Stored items

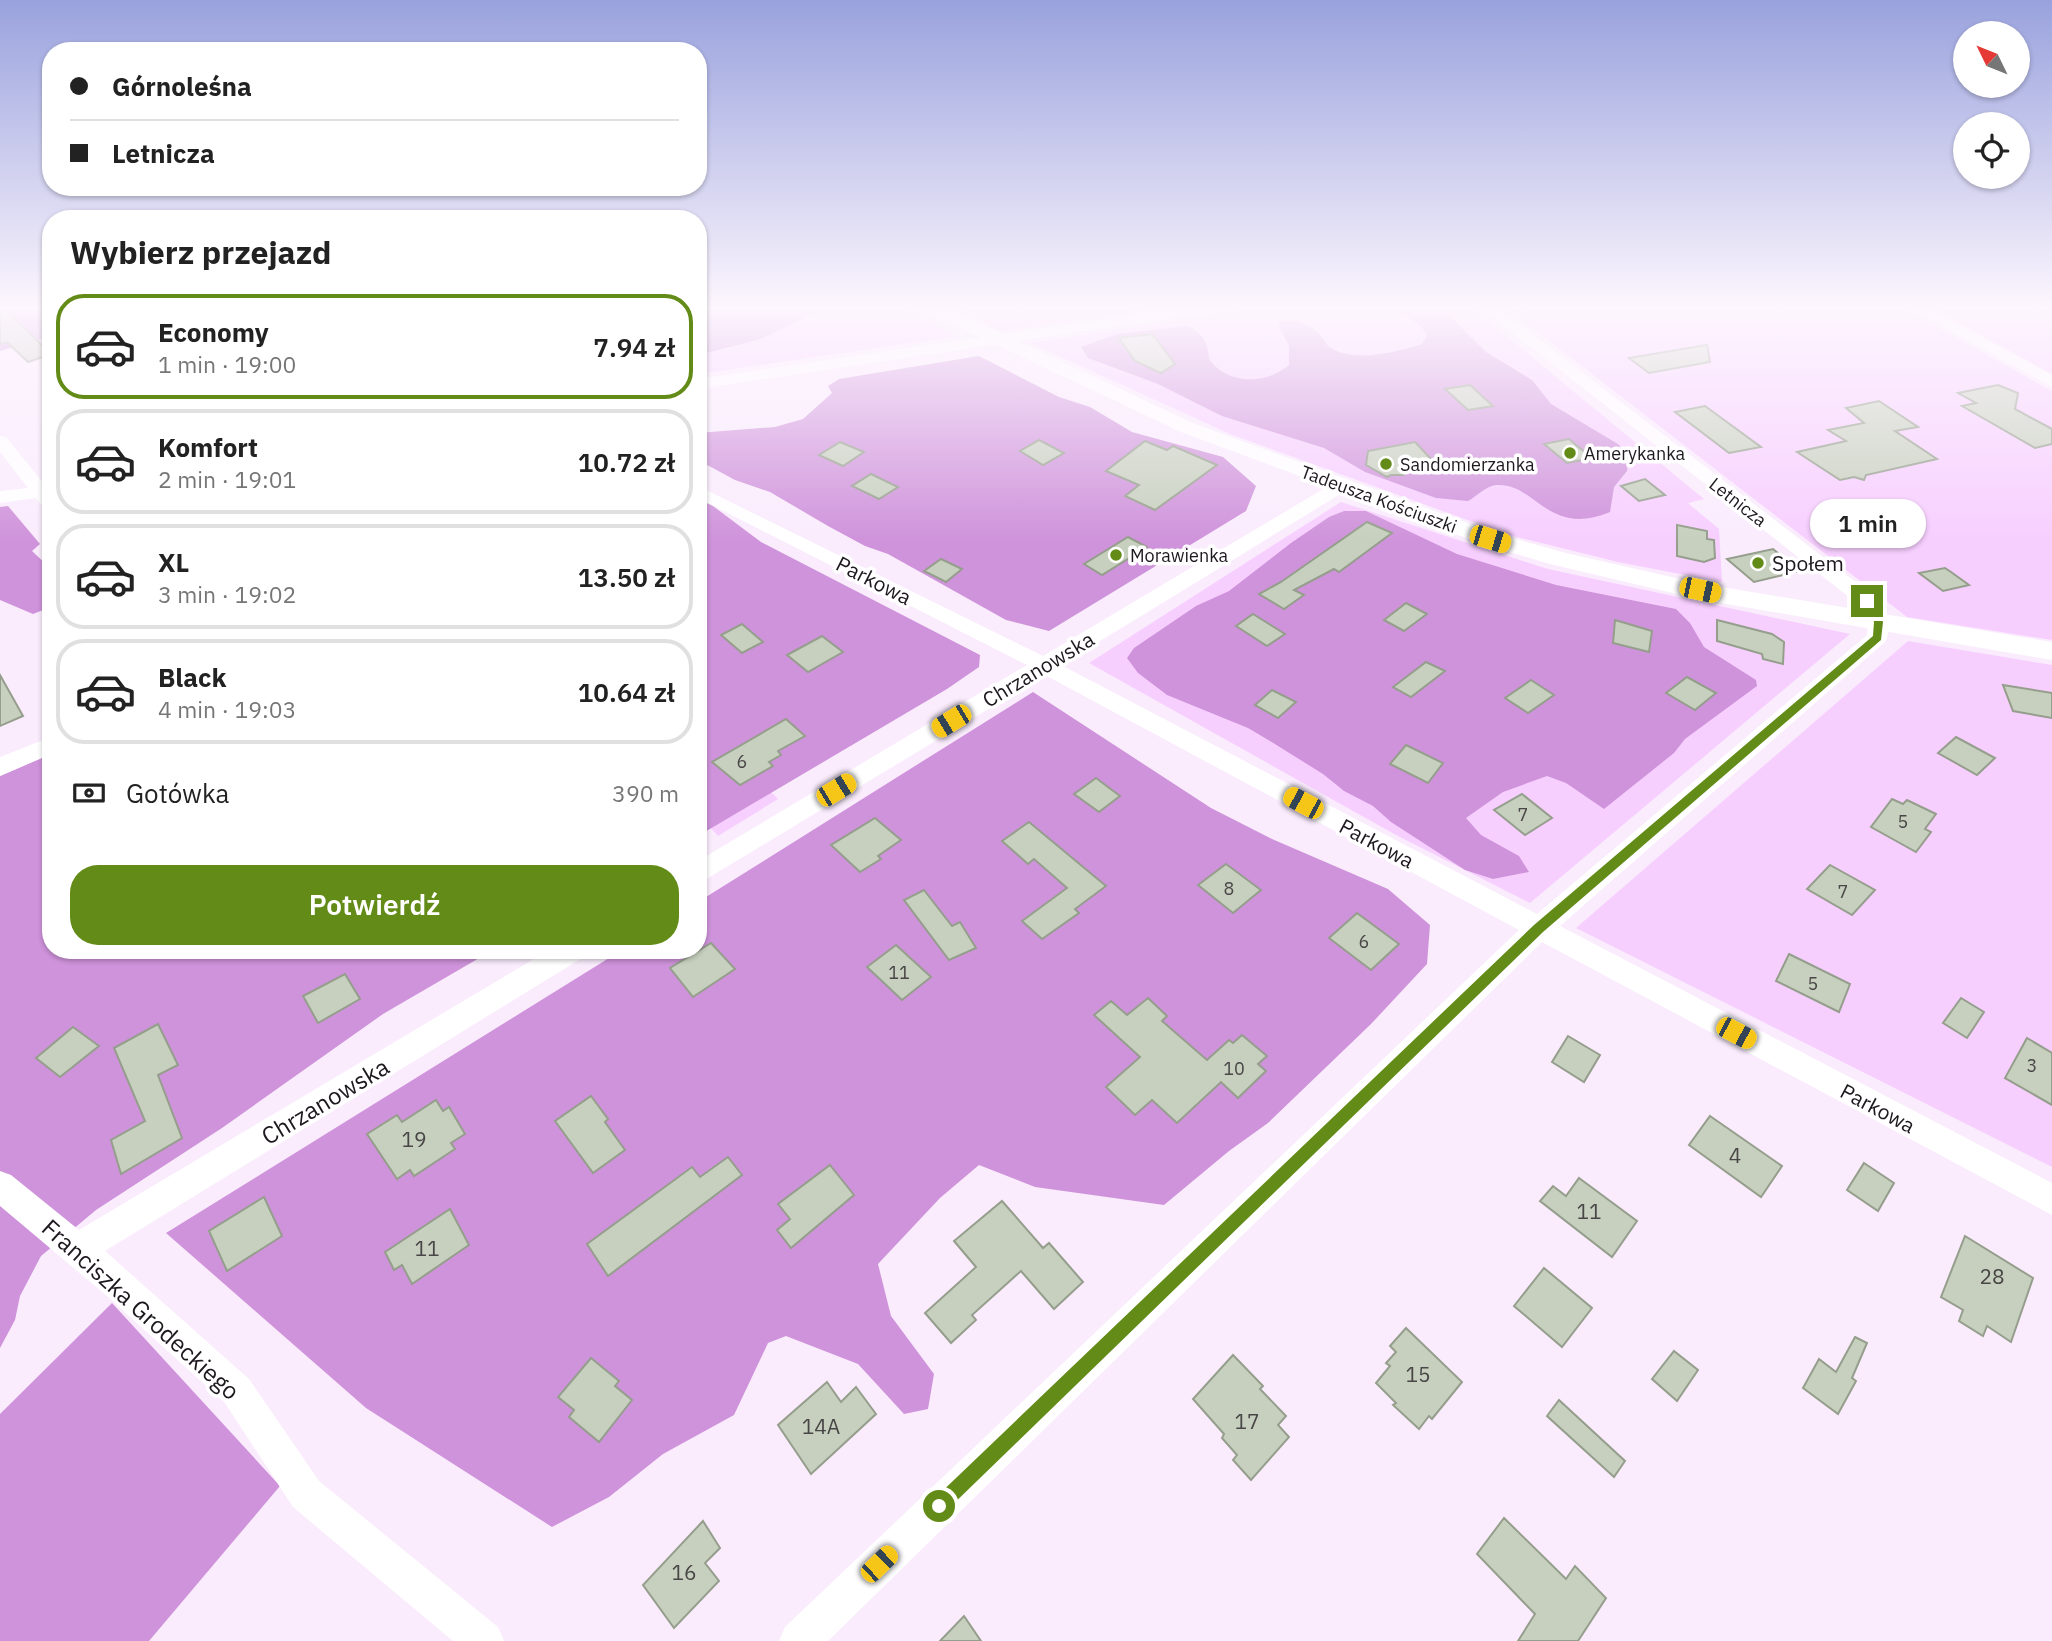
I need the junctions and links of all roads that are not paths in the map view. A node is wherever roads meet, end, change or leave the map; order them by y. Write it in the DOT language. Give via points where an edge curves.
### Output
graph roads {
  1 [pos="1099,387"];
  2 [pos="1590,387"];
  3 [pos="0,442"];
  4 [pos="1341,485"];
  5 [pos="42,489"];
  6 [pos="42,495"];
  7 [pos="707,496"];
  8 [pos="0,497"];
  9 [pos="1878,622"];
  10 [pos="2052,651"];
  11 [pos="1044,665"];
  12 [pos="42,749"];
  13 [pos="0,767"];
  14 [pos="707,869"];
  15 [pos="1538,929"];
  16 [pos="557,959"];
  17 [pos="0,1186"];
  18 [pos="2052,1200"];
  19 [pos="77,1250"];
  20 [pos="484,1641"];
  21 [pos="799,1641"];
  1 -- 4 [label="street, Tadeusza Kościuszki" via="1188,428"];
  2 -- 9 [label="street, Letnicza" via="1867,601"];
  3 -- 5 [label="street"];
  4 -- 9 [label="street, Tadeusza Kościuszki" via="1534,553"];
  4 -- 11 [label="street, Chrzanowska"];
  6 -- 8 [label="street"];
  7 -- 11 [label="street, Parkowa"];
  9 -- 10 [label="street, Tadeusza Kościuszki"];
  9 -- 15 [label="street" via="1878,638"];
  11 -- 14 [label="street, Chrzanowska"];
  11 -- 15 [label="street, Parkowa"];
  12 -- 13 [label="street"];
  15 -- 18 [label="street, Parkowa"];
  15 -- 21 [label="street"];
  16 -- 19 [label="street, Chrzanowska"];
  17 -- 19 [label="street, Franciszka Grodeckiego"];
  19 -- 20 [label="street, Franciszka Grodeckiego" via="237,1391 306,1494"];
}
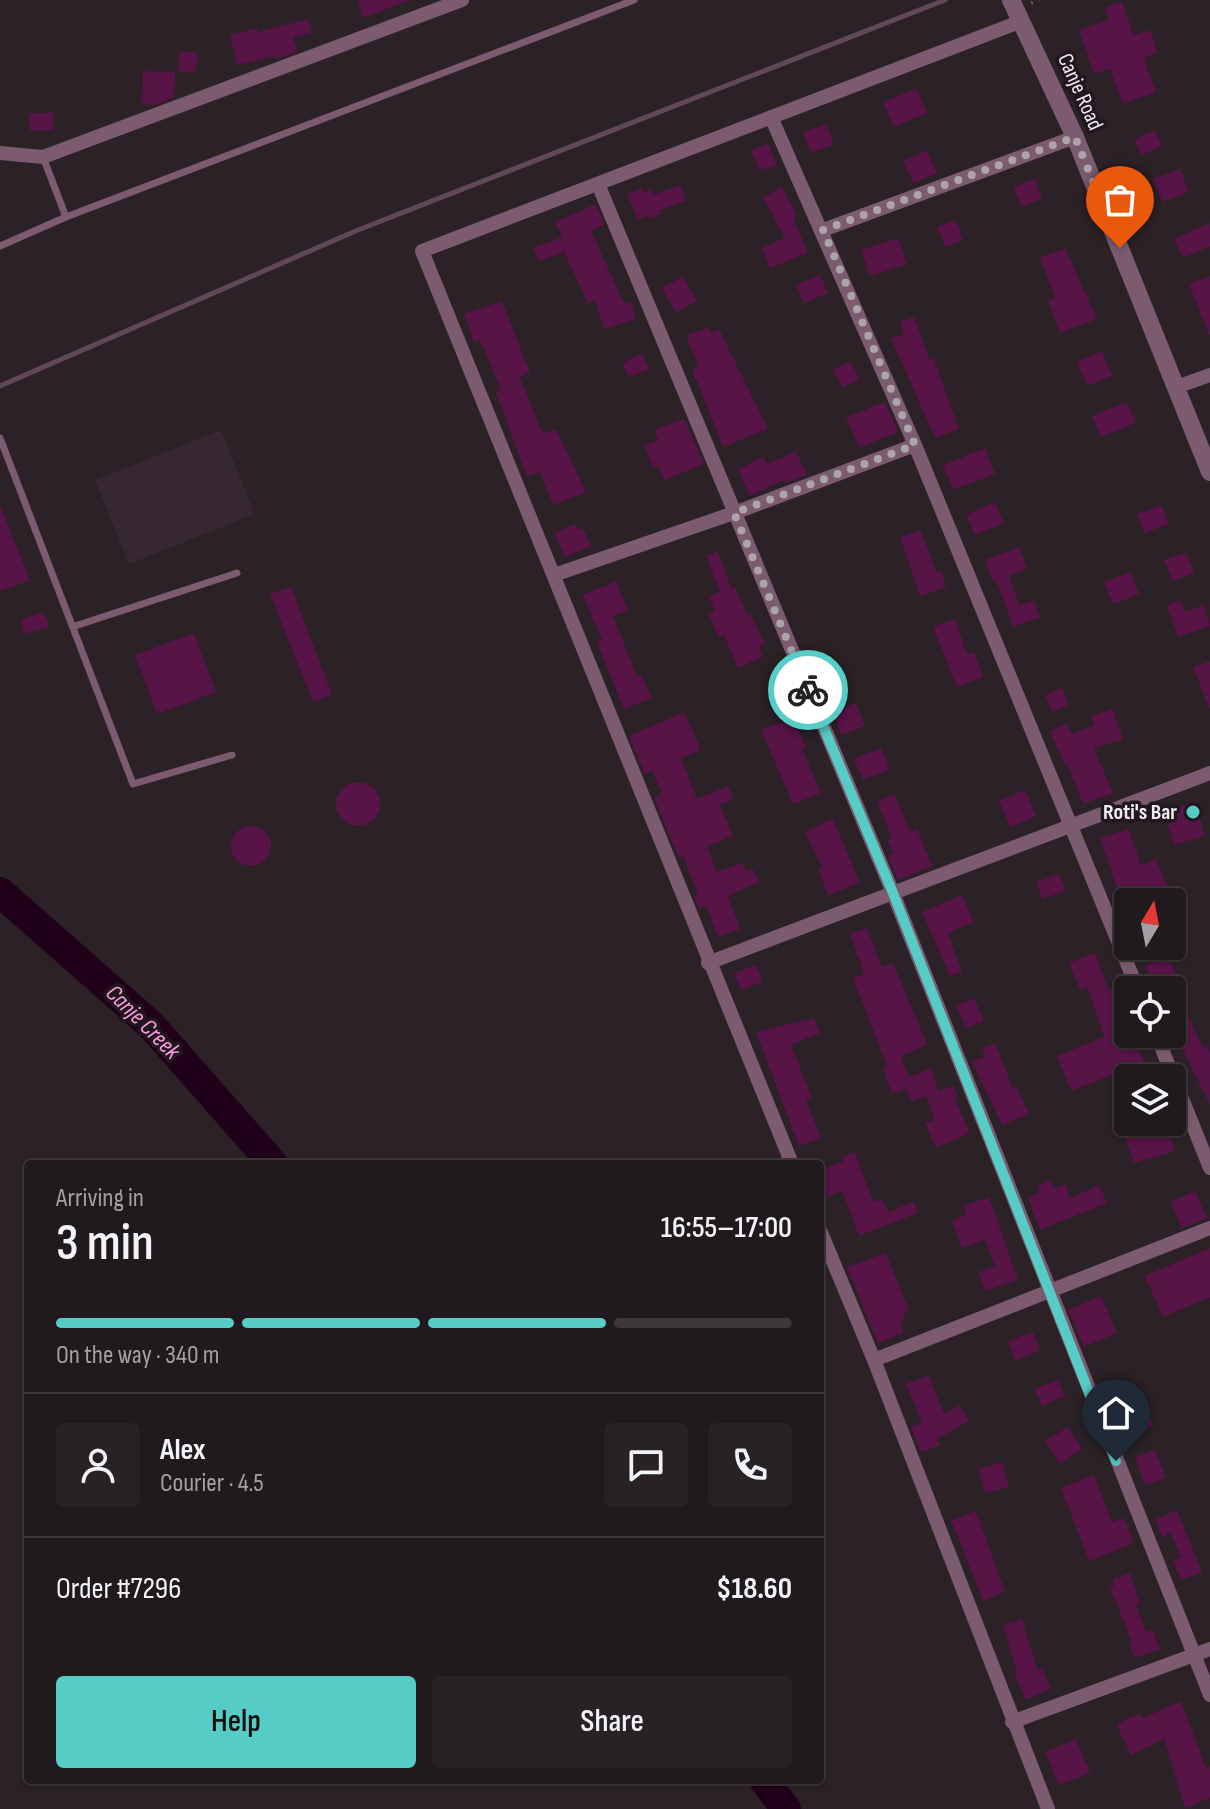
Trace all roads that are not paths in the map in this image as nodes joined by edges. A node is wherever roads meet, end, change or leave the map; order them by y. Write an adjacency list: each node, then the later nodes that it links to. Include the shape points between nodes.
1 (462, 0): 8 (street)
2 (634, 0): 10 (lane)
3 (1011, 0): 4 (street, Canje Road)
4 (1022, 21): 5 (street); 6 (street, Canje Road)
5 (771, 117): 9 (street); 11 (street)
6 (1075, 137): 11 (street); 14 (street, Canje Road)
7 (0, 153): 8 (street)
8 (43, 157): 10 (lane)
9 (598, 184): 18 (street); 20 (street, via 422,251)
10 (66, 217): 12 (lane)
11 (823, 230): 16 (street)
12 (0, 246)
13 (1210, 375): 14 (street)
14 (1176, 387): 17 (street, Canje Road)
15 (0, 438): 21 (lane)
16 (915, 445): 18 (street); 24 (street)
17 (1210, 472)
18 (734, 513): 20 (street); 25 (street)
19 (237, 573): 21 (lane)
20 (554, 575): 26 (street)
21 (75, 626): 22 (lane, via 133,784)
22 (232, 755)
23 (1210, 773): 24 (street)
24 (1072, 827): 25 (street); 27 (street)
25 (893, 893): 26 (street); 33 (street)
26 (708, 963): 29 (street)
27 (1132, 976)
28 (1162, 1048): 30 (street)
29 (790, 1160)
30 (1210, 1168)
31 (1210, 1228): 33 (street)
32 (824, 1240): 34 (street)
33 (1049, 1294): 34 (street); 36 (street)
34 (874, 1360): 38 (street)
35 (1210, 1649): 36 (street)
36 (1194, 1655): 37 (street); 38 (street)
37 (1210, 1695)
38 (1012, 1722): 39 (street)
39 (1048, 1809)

WHAT TO DO ▸
In the copy, every entry must appear exactly as written, and no picture may appear.

ANSWER TO THIS EXERCISE ▸
I need the junctions and links of all roads that are not paths in the map view. A node is wherever roads meet, end, change or leave the map; order them by y. Write it in the DOT language. Give via points where an edge curves.
### Output
graph roads {
  1 [pos="1099,387"];
  2 [pos="1590,387"];
  3 [pos="0,442"];
  4 [pos="1341,485"];
  5 [pos="42,489"];
  6 [pos="42,495"];
  7 [pos="707,496"];
  8 [pos="0,497"];
  9 [pos="1878,622"];
  10 [pos="2052,651"];
  11 [pos="1044,665"];
  12 [pos="42,749"];
  13 [pos="0,767"];
  14 [pos="707,869"];
  15 [pos="1538,929"];
  16 [pos="557,959"];
  17 [pos="0,1186"];
  18 [pos="2052,1200"];
  19 [pos="77,1250"];
  20 [pos="484,1641"];
  21 [pos="799,1641"];
  1 -- 4 [label="street, Tadeusza Kościuszki" via="1188,428"];
  2 -- 9 [label="street, Letnicza" via="1867,601"];
  3 -- 5 [label="street"];
  4 -- 9 [label="street, Tadeusza Kościuszki" via="1534,553"];
  4 -- 11 [label="street, Chrzanowska"];
  6 -- 8 [label="street"];
  7 -- 11 [label="street, Parkowa"];
  9 -- 10 [label="street, Tadeusza Kościuszki"];
  9 -- 15 [label="street" via="1878,638"];
  11 -- 14 [label="street, Chrzanowska"];
  11 -- 15 [label="street, Parkowa"];
  12 -- 13 [label="street"];
  15 -- 18 [label="street, Parkowa"];
  15 -- 21 [label="street"];
  16 -- 19 [label="street, Chrzanowska"];
  17 -- 19 [label="street, Franciszka Grodeckiego"];
  19 -- 20 [label="street, Franciszka Grodeckiego" via="237,1391 306,1494"];
}
Trace all roads that are not paths in the map in this image as nodes joined by edges. A node is wherever roads meet, end, change or leave the map; order them by y. Write an adjacency list: each node, then the later nodes that it links to. Include the shape points between nodes.
1 (462, 0): 8 (street)
2 (634, 0): 10 (lane)
3 (1011, 0): 4 (street, Canje Road)
4 (1022, 21): 5 (street); 6 (street, Canje Road)
5 (771, 117): 9 (street); 11 (street)
6 (1075, 137): 11 (street); 14 (street, Canje Road)
7 (0, 153): 8 (street)
8 (43, 157): 10 (lane)
9 (598, 184): 18 (street); 20 (street, via 422,251)
10 (66, 217): 12 (lane)
11 (823, 230): 16 (street)
12 (0, 246)
13 (1210, 375): 14 (street)
14 (1176, 387): 17 (street, Canje Road)
15 (0, 438): 21 (lane)
16 (915, 445): 18 (street); 24 (street)
17 (1210, 472)
18 (734, 513): 20 (street); 25 (street)
19 (237, 573): 21 (lane)
20 (554, 575): 26 (street)
21 (75, 626): 22 (lane, via 133,784)
22 (232, 755)
23 (1210, 773): 24 (street)
24 (1072, 827): 25 (street); 27 (street)
25 (893, 893): 26 (street); 33 (street)
26 (708, 963): 29 (street)
27 (1132, 976)
28 (1162, 1048): 30 (street)
29 (790, 1160)
30 (1210, 1168)
31 (1210, 1228): 33 (street)
32 (824, 1240): 34 (street)
33 (1049, 1294): 34 (street); 36 (street)
34 (874, 1360): 38 (street)
35 (1210, 1649): 36 (street)
36 (1194, 1655): 37 (street); 38 (street)
37 (1210, 1695)
38 (1012, 1722): 39 (street)
39 (1048, 1809)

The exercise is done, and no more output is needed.